Exercise aim.
From the data, copy out every line in which the word "bridge" appears.

Data.
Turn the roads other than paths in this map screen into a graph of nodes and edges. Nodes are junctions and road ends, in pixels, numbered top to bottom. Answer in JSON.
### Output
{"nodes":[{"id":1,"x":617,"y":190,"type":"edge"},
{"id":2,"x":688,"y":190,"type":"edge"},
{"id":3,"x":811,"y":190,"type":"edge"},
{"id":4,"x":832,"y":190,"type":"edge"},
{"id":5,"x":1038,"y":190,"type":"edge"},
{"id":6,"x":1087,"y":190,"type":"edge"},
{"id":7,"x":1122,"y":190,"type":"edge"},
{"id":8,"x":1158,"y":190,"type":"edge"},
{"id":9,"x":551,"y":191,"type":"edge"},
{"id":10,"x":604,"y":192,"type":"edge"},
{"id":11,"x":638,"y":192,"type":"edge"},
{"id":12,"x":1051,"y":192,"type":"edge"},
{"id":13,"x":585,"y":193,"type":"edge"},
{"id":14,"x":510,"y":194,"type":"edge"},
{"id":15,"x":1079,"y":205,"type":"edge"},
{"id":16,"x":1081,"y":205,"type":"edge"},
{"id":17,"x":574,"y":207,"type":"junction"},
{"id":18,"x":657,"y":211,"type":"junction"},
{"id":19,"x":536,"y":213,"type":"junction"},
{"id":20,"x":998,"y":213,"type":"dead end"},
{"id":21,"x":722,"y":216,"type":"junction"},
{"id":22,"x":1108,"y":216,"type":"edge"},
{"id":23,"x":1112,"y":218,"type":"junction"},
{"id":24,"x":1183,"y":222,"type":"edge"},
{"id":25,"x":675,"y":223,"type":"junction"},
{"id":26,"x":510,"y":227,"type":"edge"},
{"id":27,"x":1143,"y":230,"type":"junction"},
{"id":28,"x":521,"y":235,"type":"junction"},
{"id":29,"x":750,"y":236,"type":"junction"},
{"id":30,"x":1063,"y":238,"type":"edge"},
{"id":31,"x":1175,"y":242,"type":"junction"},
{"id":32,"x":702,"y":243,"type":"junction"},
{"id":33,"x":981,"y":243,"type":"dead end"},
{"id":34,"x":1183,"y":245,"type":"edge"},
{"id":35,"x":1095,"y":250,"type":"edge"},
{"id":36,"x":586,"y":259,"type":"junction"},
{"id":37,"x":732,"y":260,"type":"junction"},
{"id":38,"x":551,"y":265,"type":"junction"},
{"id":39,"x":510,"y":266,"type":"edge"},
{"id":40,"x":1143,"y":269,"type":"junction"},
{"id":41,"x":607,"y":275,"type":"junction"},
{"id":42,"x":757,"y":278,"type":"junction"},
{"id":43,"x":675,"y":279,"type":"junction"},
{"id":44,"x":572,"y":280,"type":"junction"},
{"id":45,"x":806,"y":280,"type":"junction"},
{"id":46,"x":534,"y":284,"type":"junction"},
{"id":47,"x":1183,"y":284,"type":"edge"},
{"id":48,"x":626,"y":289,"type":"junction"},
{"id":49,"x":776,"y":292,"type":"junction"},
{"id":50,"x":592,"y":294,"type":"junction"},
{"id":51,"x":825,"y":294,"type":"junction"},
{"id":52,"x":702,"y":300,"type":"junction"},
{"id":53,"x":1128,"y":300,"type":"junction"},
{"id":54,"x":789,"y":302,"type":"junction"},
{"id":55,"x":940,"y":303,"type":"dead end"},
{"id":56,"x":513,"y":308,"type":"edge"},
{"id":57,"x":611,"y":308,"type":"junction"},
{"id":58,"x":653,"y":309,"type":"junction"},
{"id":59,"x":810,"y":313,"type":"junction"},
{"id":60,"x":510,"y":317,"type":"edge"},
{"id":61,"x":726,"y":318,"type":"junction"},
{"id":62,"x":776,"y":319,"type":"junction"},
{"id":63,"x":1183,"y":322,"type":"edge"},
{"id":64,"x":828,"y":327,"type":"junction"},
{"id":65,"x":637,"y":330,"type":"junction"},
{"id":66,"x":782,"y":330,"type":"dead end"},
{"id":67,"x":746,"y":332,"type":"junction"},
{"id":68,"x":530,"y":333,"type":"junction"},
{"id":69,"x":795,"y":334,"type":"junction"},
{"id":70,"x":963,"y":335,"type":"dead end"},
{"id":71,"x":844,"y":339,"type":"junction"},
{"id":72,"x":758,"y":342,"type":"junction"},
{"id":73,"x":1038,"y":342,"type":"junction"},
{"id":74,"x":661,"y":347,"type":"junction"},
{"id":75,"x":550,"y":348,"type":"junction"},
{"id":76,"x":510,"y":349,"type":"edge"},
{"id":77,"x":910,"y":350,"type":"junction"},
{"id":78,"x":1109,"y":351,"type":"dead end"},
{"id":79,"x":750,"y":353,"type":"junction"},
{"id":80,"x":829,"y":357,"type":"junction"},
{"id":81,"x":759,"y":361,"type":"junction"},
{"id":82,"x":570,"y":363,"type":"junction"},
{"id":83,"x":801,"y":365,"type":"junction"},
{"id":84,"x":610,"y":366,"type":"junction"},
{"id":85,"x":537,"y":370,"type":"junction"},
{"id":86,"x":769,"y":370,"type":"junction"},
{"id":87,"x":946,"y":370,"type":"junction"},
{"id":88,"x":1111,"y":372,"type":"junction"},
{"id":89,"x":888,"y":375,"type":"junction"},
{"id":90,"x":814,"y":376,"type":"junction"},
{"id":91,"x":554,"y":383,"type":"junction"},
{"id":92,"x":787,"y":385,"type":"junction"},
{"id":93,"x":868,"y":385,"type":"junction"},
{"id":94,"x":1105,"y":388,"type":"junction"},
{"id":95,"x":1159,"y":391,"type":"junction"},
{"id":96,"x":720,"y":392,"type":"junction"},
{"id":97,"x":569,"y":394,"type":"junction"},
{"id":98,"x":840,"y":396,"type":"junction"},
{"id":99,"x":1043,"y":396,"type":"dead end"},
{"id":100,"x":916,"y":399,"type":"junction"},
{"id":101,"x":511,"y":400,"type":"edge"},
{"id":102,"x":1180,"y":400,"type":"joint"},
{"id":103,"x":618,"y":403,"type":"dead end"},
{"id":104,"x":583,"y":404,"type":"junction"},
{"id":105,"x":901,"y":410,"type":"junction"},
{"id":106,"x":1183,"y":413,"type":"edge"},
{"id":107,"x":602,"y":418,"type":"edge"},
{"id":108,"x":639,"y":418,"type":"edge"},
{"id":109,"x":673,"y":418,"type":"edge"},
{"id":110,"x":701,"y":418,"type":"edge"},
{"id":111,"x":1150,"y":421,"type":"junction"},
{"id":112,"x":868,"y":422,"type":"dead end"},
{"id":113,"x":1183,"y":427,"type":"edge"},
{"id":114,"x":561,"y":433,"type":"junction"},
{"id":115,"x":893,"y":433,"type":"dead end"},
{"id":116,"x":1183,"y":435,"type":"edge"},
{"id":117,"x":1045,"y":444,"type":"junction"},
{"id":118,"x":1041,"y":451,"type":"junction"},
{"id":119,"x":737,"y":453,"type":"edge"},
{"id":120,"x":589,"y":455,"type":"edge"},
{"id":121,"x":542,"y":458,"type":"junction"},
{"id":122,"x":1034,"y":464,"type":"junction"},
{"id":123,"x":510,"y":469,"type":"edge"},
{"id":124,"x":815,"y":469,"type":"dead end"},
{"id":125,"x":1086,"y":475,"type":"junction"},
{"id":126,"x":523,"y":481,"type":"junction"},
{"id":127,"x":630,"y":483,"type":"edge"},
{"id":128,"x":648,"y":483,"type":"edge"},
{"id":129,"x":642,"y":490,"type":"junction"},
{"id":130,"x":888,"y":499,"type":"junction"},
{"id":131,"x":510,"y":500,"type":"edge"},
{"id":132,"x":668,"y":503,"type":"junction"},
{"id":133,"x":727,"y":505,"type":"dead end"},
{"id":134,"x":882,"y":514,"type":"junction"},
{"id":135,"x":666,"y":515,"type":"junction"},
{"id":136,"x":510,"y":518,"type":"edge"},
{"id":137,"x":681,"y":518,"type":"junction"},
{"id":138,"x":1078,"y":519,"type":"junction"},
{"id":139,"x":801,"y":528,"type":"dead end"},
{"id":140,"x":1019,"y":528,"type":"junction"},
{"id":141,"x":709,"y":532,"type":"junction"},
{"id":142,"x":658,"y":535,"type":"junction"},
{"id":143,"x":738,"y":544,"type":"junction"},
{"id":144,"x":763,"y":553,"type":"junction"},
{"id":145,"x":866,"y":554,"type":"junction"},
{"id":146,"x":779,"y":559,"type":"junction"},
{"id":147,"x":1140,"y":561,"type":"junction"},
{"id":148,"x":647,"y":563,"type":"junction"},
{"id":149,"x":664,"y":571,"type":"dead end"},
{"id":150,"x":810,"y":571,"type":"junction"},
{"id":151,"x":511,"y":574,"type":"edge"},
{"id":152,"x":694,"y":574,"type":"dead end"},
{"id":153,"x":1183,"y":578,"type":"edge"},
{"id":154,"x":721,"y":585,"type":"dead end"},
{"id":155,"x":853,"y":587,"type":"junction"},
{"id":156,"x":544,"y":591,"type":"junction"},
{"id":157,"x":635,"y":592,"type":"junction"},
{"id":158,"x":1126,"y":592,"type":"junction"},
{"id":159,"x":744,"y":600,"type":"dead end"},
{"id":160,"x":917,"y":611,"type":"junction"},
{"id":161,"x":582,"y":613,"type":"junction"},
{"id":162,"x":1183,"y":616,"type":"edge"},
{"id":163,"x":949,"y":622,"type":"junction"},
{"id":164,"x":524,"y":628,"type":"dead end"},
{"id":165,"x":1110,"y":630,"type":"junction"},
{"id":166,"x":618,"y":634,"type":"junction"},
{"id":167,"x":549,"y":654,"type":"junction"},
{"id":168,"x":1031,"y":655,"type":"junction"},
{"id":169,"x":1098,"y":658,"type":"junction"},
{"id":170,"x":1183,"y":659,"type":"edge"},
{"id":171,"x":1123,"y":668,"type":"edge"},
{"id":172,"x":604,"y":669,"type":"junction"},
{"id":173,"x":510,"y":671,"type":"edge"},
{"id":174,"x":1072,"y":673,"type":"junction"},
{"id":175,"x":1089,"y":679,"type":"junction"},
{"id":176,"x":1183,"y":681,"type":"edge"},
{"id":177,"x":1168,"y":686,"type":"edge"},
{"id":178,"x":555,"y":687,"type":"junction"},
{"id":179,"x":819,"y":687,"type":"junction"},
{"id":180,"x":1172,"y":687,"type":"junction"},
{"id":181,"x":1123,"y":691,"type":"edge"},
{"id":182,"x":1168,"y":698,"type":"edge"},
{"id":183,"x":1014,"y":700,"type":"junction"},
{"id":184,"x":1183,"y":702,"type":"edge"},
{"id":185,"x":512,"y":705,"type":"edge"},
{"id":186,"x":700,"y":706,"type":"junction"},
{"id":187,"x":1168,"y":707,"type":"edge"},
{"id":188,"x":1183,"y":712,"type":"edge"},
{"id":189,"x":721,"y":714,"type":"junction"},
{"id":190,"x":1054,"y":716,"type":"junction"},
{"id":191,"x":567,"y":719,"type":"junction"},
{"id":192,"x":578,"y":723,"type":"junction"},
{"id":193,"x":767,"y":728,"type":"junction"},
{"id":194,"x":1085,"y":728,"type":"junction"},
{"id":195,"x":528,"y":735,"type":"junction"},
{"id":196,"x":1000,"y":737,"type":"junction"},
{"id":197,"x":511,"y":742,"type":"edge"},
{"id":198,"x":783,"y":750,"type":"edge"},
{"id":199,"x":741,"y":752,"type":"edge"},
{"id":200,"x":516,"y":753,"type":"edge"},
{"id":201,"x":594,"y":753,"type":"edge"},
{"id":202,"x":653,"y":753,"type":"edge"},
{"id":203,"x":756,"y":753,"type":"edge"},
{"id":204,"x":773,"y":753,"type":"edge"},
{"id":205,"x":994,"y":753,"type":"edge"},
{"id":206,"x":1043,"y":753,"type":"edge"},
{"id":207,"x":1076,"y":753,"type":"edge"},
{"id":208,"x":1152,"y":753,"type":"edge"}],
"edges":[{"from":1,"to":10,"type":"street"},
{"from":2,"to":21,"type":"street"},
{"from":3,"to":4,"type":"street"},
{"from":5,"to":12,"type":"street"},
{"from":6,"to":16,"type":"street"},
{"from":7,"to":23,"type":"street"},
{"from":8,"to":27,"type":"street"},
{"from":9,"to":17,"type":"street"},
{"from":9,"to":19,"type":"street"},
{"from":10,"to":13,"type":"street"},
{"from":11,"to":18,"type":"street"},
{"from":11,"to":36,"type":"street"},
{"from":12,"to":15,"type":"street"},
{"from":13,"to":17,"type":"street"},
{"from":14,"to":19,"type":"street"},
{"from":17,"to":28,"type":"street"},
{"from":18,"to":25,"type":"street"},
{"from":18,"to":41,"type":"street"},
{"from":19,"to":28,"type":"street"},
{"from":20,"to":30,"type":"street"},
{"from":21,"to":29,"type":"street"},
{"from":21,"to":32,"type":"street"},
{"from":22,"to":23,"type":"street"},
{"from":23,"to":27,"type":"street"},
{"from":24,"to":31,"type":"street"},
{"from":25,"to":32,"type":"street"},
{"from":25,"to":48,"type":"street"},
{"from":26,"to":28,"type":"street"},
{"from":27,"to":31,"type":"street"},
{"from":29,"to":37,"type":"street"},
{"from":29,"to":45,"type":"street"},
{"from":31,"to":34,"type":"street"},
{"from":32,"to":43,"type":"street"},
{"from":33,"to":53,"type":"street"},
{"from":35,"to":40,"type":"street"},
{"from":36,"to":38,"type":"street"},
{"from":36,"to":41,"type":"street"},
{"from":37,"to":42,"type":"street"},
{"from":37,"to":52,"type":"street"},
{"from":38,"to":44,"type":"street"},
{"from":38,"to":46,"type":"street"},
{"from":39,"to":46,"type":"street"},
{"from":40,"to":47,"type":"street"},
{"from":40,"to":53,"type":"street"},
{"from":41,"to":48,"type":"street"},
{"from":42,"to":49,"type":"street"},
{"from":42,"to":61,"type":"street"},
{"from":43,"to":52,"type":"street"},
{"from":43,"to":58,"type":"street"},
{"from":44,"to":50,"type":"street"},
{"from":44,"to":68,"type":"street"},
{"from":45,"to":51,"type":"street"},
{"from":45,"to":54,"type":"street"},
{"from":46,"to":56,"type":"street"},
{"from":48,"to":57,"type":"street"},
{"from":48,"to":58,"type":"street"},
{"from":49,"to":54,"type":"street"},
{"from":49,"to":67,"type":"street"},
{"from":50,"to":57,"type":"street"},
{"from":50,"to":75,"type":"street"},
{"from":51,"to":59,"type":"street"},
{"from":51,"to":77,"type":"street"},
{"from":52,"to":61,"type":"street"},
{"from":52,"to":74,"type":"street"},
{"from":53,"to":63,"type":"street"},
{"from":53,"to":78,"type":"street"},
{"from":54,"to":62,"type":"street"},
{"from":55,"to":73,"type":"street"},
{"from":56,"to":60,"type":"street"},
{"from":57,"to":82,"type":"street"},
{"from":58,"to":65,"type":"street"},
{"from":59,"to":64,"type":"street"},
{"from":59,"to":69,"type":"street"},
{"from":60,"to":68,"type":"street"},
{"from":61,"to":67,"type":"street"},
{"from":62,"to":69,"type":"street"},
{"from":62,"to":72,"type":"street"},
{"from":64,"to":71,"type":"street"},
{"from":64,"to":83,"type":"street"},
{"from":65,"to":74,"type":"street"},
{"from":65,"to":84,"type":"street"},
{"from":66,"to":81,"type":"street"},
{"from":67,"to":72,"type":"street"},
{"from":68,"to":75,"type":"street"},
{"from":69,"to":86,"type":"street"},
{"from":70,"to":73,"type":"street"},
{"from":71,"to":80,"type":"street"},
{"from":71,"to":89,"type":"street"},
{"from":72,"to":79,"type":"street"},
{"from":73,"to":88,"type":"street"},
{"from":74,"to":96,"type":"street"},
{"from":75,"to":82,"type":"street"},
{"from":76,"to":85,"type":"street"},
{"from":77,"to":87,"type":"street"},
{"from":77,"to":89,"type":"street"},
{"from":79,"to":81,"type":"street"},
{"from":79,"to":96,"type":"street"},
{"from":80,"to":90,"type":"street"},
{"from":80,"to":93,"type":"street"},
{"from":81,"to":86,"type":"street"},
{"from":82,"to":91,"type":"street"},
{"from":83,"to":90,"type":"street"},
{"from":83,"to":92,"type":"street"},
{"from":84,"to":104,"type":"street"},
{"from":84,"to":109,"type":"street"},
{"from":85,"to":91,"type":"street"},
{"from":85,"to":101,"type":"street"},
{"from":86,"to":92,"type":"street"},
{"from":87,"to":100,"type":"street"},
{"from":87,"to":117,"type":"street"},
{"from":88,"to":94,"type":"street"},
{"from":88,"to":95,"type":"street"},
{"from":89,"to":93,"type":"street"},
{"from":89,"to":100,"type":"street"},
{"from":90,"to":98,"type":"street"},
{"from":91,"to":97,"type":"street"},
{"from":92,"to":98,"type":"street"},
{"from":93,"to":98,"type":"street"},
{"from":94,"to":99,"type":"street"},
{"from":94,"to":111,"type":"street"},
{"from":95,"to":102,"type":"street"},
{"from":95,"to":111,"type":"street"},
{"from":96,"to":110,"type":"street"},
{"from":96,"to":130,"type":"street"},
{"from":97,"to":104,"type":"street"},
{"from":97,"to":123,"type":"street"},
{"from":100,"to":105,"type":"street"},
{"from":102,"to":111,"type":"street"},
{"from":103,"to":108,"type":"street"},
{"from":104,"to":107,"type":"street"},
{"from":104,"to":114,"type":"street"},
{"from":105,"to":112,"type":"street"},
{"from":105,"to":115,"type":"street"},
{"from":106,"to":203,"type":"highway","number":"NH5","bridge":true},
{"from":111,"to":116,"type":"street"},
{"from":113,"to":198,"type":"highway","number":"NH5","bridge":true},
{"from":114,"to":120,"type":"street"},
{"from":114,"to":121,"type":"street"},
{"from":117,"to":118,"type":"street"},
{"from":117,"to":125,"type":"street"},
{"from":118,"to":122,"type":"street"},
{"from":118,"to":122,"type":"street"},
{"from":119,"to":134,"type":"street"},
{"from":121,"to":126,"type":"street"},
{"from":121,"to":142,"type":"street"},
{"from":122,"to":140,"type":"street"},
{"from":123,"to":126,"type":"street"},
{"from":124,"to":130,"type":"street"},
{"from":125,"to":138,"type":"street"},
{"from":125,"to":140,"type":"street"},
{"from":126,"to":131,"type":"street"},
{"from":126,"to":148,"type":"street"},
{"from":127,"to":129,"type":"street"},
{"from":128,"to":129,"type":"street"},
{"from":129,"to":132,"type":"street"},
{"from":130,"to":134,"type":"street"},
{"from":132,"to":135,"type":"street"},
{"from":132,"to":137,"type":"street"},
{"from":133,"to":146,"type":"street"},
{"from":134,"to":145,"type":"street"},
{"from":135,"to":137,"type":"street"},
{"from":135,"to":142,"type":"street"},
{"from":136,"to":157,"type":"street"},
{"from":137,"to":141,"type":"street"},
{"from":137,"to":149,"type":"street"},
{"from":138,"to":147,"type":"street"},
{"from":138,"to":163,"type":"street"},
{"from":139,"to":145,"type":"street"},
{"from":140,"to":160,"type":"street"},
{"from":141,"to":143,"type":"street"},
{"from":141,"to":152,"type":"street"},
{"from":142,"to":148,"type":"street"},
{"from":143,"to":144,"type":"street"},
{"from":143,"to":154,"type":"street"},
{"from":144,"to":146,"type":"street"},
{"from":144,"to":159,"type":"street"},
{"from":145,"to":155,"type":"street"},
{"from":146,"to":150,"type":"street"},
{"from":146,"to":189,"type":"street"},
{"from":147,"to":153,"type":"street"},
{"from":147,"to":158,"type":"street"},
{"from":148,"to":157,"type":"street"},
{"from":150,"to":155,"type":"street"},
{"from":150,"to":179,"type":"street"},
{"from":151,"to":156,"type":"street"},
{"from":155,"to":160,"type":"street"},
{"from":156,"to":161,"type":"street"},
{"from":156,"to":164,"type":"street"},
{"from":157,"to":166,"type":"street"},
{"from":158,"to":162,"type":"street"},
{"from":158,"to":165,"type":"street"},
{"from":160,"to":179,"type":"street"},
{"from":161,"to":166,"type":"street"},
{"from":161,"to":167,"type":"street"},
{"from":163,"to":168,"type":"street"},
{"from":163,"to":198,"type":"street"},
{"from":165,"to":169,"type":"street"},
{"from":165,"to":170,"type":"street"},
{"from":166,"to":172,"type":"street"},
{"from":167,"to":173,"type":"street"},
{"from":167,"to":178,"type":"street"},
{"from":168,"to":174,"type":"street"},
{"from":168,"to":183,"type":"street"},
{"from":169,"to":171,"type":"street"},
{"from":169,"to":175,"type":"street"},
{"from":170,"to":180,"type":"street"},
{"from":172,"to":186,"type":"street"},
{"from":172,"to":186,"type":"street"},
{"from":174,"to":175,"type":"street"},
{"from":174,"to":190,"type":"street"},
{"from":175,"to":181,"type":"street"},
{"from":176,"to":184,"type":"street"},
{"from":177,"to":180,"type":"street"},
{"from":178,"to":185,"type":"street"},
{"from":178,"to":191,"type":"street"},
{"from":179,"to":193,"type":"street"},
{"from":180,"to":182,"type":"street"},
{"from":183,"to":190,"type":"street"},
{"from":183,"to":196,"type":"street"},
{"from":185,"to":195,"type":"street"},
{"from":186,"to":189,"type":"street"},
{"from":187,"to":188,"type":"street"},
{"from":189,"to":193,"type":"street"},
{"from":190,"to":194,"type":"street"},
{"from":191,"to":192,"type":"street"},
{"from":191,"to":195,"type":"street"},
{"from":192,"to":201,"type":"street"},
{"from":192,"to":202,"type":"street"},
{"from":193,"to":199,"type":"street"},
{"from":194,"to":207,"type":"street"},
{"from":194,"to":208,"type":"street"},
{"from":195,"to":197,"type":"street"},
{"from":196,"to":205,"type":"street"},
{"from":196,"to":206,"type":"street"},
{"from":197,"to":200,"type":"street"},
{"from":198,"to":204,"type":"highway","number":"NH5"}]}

Response.
{"from":106,"to":203,"type":"highway","number":"NH5","bridge":true},
{"from":113,"to":198,"type":"highway","number":"NH5","bridge":true},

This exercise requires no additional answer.